▶ Task brief: Nothing but an exact repetition of the entries should appear in the answer.

· · · ·

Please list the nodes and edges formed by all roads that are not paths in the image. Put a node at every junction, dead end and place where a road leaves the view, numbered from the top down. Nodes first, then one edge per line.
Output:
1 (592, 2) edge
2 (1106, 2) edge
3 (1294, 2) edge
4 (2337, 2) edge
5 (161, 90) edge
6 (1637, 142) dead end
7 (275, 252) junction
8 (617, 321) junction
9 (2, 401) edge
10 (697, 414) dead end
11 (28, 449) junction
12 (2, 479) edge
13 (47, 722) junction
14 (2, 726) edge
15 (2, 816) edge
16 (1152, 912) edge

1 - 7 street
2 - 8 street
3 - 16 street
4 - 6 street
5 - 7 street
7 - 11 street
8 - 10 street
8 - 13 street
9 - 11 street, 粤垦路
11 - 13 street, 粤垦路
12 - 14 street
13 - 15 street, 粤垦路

· · · ·

▶ Result:
Please list the nodes and edges formed by all roads that are not paths in the image. Put a node at every junction, dead end and place where a road leaves the view, numbered from the top down. Nodes first, then one edge per line.
Output:
1 (592, 2) edge
2 (1106, 2) edge
3 (1294, 2) edge
4 (2337, 2) edge
5 (161, 90) edge
6 (1637, 142) dead end
7 (275, 252) junction
8 (617, 321) junction
9 (2, 401) edge
10 (697, 414) dead end
11 (28, 449) junction
12 (2, 479) edge
13 (47, 722) junction
14 (2, 726) edge
15 (2, 816) edge
16 (1152, 912) edge

1 - 7 street
2 - 8 street
3 - 16 street
4 - 6 street
5 - 7 street
7 - 11 street
8 - 10 street
8 - 13 street
9 - 11 street, 粤垦路
11 - 13 street, 粤垦路
12 - 14 street
13 - 15 street, 粤垦路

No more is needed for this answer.